▸ **YOUR INSTRUCTIONS**
Find every line in the listing below that includes the word "بخشنده", then give only how many there are.

▸ **DATA SHOWN**
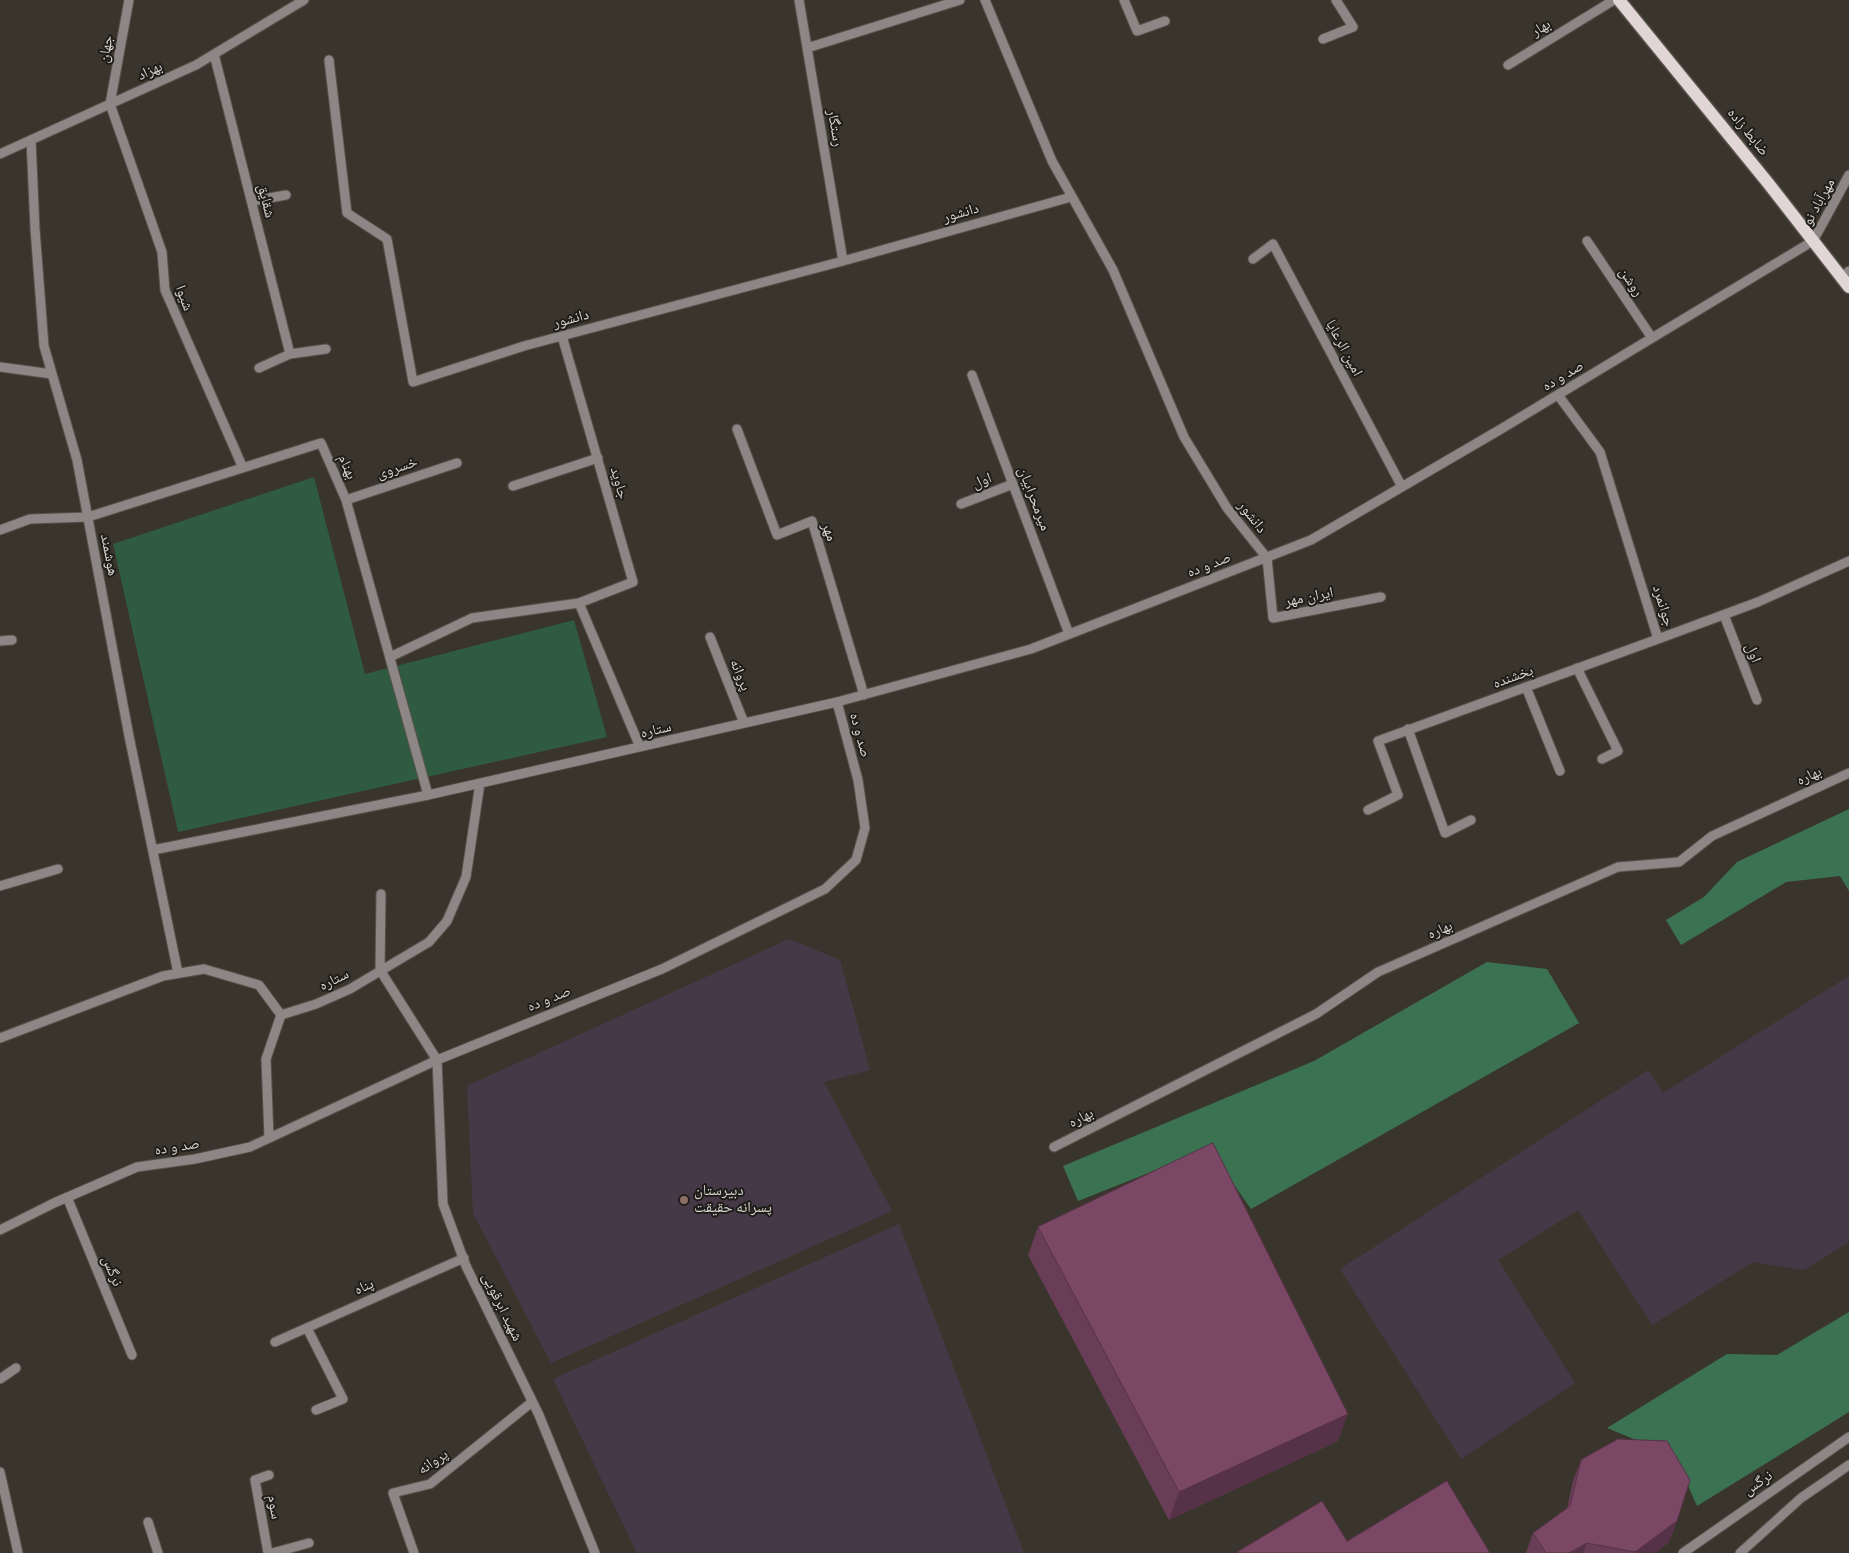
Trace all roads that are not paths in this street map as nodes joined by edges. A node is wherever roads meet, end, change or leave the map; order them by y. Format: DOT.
graph roads {
  1 [pos="129,0"];
  2 [pos="304,0"];
  3 [pos="799,0"];
  4 [pos="960,0"];
  5 [pos="985,0"];
  6 [pos="1124,0"];
  7 [pos="1336,0"];
  8 [pos="1614,0"];
  9 [pos="1619,0"];
  10 [pos="1165,21"];
  11 [pos="1323,39"];
  12 [pos="807,48"];
  13 [pos="214,54"];
  14 [pos="329,60"];
  15 [pos="1508,64"];
  16 [pos="110,104"];
  17 [pos="31,140"];
  18 [pos="0,154"];
  19 [pos="1849,176"];
  20 [pos="286,195"];
  21 [pos="1071,196"];
  22 [pos="252,201"];
  23 [pos="1587,241"];
  24 [pos="1813,241"];
  25 [pos="1253,258"];
  26 [pos="843,261"];
  27 [pos="1845,274"];
  28 [pos="1849,287"];
  29 [pos="562,336"];
  30 [pos="1652,338"];
  31 [pos="326,349"];
  32 [pos="290,354"];
  33 [pos="0,367"];
  34 [pos="259,368"];
  35 [pos="52,374"];
  36 [pos="972,375"];
  37 [pos="1558,395"];
  38 [pos="737,429"];
  39 [pos="598,458"];
  40 [pos="457,462"];
  41 [pos="243,468"];
  42 [pos="1013,484"];
  43 [pos="513,486"];
  44 [pos="1402,487"];
  45 [pos="346,500"];
  46 [pos="960,504"];
  47 [pos="88,517"];
  48 [pos="0,530"];
  49 [pos="1267,558"];
  50 [pos="1849,561"];
  51 [pos="1381,597"];
  52 [pos="579,602"];
  53 [pos="1724,615"];
  54 [pos="1070,634"];
  55 [pos="710,637"];
  56 [pos="1658,639"];
  57 [pos="12,640"];
  58 [pos="0,641"];
  59 [pos="390,657"];
  60 [pos="1577,668"];
  61 [pos="1526,687"];
  62 [pos="864,695"];
  63 [pos="1757,700"];
  64 [pos="837,702"];
  65 [pos="744,723"];
  66 [pos="1408,729"];
  67 [pos="640,747"];
  68 [pos="1602,760"];
  69 [pos="1560,771"];
  70 [pos="1849,773"];
  71 [pos="480,783"];
  72 [pos="428,795"];
  73 [pos="1368,810"];
  74 [pos="1471,820"];
  75 [pos="152,850"];
  76 [pos="58,869"];
  77 [pos="0,886"];
  78 [pos="381,894"];
  79 [pos="380,970"];
  80 [pos="178,973"];
  81 [pos="281,1015"];
  82 [pos="0,1038"];
  83 [pos="437,1060"];
  84 [pos="269,1138"];
  85 [pos="1054,1147"];
  86 [pos="67,1197"];
  87 [pos="0,1230"];
  88 [pos="464,1258"];
  89 [pos="307,1328"];
  90 [pos="275,1342"];
  91 [pos="132,1355"];
  92 [pos="16,1368"];
  93 [pos="0,1379"];
  94 [pos="532,1402"];
  95 [pos="316,1410"];
  96 [pos="1849,1437"];
  97 [pos="1849,1465"];
  98 [pos="0,1472"];
  99 [pos="269,1475"];
  100 [pos="148,1522"];
  101 [pos="309,1543"];
  102 [pos="18,1553"];
  103 [pos="158,1553"];
  104 [pos="268,1553"];
  105 [pos="272,1553"];
  106 [pos="414,1553"];
  107 [pos="595,1553"];
  108 [pos="1683,1553"];
  109 [pos="1740,1553"];
  1 -- 16 [label="street, جهان"];
  2 -- 13 [label="street, بهزاد"];
  3 -- 12 [label="street, رستگار"];
  4 -- 12 [label="street"];
  5 -- 21 [label="street, دانشور"];
  6 -- 10 [label="street"];
  7 -- 11 [label="street"];
  8 -- 15 [label="street, بهار"];
  9 -- 24 [label="main road, ضابط زاده"];
  12 -- 26 [label="street, رستگار"];
  13 -- 16 [label="street, بهزاد"];
  13 -- 22 [label="street, شقایق"];
  14 -- 29 [label="street, دانشور"];
  16 -- 17 [label="street, بهزاد"];
  16 -- 41 [label="street, شیوا"];
  17 -- 18 [label="street, بهزاد"];
  17 -- 35 [label="street, هوشمند"];
  19 -- 24 [label="street, مهرآباد نو"];
  20 -- 22 [label="street"];
  21 -- 26 [label="street, دانشور"];
  21 -- 49 [label="street, دانشور"];
  22 -- 32 [label="street, شقایق"];
  23 -- 30 [label="street, روشن"];
  24 -- 27 [label="main road, ضابط زاده"];
  24 -- 30 [label="street, صد و ده"];
  25 -- 44 [label="street, امین الرعایا"];
  26 -- 29 [label="street, دانشور"];
  27 -- 28 [label="main road, ضابط زاده"];
  29 -- 39 [label="street, جاوید"];
  30 -- 37 [label="street, صد و ده"];
  31 -- 32 [label="street"];
  32 -- 34 [label="street"];
  33 -- 35 [label="street"];
  35 -- 47 [label="street, هوشمند"];
  36 -- 42 [label="street, میرمحرابیان"];
  37 -- 44 [label="street, صد و ده"];
  37 -- 56 [label="street, جوانمرد"];
  38 -- 62 [label="street, مهر"];
  39 -- 43 [label="street"];
  39 -- 52 [label="street, جاوید"];
  40 -- 45 [label="street, خسروی"];
  41 -- 45 [label="street, بهنام"];
  41 -- 47 [label="street, بهنام"];
  42 -- 46 [label="street, اول"];
  42 -- 54 [label="street, میرمحرابیان"];
  44 -- 49 [label="street, صد و ده"];
  45 -- 59 [label="street, بهنام"];
  47 -- 48 [label="street, بهنام"];
  47 -- 75 [label="street, هوشمند"];
  49 -- 51 [label="street, ایران مهر"];
  49 -- 54 [label="street, صد و ده"];
  50 -- 53 [label="street, جوانمرد"];
  52 -- 59 [label="street, جاوید"];
  52 -- 67 [label="street"];
  53 -- 56 [label="street, جوانمرد"];
  53 -- 63 [label="street, اول"];
  54 -- 62 [label="street, صد و ده"];
  55 -- 65 [label="street, پروانه"];
  56 -- 60 [label="street, بخشنده"];
  57 -- 58 [label="street"];
  59 -- 72 [label="street, بهنام"];
  60 -- 61 [label="street, بخشنده"];
  60 -- 68 [label="street"];
  61 -- 66 [label="street, بخشنده"];
  61 -- 69 [label="street"];
  62 -- 64 [label="street, صد و ده"];
  64 -- 65 [label="street, ستاره"];
  64 -- 83 [label="street, صد و ده"];
  65 -- 67 [label="street, ستاره"];
  66 -- 73 [label="street, بخشنده"];
  66 -- 74 [label="street"];
  67 -- 71 [label="street, ستاره"];
  70 -- 85 [label="street, بهاره"];
  71 -- 72 [label="street, ستاره"];
  71 -- 79 [label="street, ستاره"];
  72 -- 75 [label="street, ستاره"];
  75 -- 80 [label="street, هوشمند"];
  76 -- 77 [label="street"];
  78 -- 79 [label="street"];
  79 -- 81 [label="street, ستاره"];
  79 -- 83 [label="street"];
  80 -- 81 [label="street"];
  80 -- 82 [label="street"];
  81 -- 84 [label="street"];
  83 -- 84 [label="street, صد و ده"];
  83 -- 88 [label="street, شهید ابرقویی"];
  84 -- 86 [label="street, صد و ده"];
  86 -- 87 [label="street, صد و ده"];
  86 -- 91 [label="street, نرگس"];
  88 -- 89 [label="street, پناه"];
  88 -- 94 [label="street, شهید ابرقویی"];
  89 -- 90 [label="street, پناه"];
  89 -- 95 [label="street"];
  92 -- 93 [label="street"];
  94 -- 106 [label="street, پروانه"];
  94 -- 107 [label="street, شهید ابرقویی"];
  96 -- 108 [label="street, نرگس"];
  97 -- 109 [label="street"];
  98 -- 102 [label="street"];
  99 -- 104 [label="street, سوم"];
  100 -- 103 [label="street"];
  101 -- 105 [label="street"];
}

▸ **TASK RESULT**
4